Switching party names
It’s interesting to note that the Republicans during the time of Lincoln were the Democrats today. In 1964, the Republicans implemented their “Southern Strategy” to win presidential elections by appealing to conservative whites — especially white southern Democrats – that switched to the Republican Party while the Northern liberal Republicans switched to the Democratic Party.

Fifty-five years later, ex-president Donald Trump who was defeated in his re-election bid in 2020, refused to concede the election to President-elect Joe Biden. On January 6, 2021, Trump incited his supporters who gathered in front of the Capitol building to attack the Capitol. Thousands of screaming men and women forced their way inside the Capitol. They entered the Senate floor where then vice president Mike Pence was presiding over a joint session of Congress to count the results of the Electoral Votes.

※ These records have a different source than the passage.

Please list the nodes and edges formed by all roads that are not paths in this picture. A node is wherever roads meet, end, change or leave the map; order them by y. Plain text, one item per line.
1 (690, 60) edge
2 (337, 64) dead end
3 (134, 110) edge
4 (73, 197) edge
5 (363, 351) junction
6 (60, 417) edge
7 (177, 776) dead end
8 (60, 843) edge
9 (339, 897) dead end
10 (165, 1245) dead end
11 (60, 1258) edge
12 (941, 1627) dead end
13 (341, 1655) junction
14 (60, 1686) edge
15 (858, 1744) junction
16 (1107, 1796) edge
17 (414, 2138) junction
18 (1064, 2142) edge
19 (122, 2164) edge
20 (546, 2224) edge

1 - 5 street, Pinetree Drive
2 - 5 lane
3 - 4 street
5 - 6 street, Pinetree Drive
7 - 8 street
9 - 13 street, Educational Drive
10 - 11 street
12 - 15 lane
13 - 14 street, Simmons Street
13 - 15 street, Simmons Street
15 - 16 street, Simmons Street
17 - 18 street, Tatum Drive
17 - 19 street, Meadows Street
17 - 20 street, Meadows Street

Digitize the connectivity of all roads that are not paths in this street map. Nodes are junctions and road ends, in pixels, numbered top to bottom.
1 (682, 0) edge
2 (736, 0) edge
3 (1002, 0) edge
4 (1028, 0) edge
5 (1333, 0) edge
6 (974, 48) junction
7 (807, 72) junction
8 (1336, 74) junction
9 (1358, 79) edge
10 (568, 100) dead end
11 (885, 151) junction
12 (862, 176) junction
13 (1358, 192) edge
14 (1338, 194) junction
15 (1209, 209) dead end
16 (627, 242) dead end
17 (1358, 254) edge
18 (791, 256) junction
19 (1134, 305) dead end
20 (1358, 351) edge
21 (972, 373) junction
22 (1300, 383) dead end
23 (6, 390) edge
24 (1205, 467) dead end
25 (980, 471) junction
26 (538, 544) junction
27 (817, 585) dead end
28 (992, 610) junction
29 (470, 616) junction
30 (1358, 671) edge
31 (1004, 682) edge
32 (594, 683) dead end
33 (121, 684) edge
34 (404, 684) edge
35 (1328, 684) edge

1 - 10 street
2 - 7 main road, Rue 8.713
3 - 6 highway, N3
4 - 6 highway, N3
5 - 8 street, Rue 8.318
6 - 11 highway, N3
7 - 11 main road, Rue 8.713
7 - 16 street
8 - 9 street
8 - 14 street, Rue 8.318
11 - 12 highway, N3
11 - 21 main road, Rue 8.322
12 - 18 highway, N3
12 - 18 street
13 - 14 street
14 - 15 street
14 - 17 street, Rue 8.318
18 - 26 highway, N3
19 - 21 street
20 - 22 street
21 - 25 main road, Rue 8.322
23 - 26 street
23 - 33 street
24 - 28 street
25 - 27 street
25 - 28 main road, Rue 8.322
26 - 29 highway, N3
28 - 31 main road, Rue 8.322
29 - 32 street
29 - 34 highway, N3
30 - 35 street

Once inside the Capitol, the mob chanted, “Hang Mike Pence! Hang Mike Pence!” Pence was able to evade the murderous insurrectionists and hid in a secure room. Outside the Capitol, a hangman’s noose was erected waiting for Pence to be escorted out of the building to meet his death by hanging. The mob also went from room to room looking for the lawmakers, ready to assassinate them. By just a few seconds, the revolution that would have overthrown the government of the United States failed to materialize when the rebels didn’t locate Pence. On January 20, Biden was sworn in as President of the U.S.

But Trump refused to concede. He vowed to challenge the election result by encouraging the Republican Party of Arizona to conduct a hand recount of 2.1 million ballots cast in Maricopa County.

What is strange is that examiners were looking for bamboo in the ballot paper, believing in the conspiracy theory involving ballot paper shipped from China. The signatures on the mail-in ballot envelopes were also being reviewed to ensure the voters signed them all.

Voter suppression
Trump has been watching the election “audit” with great interest. He told people that he believes the Arizona audit “could undo” the results of the 2020 elections. He promised that he would be reinstated as president by August. But granted that he won the Arizona election, that is only 11 electoral votes, which is not enough to change the result of the election. Then what’s next? Pennsylvania, Michigan, and Wisconsin? And who would certify the results of the audits? More than likely, it would be submitted to the Supreme Court, which many believe would throw out the results.

Meanwhile, more than 250 bills have been introduced in 45 state legislatures to roll back voter access, 24 of them in Arizona alone.
What is going on? Is it a resurgence of the Jim Crow era?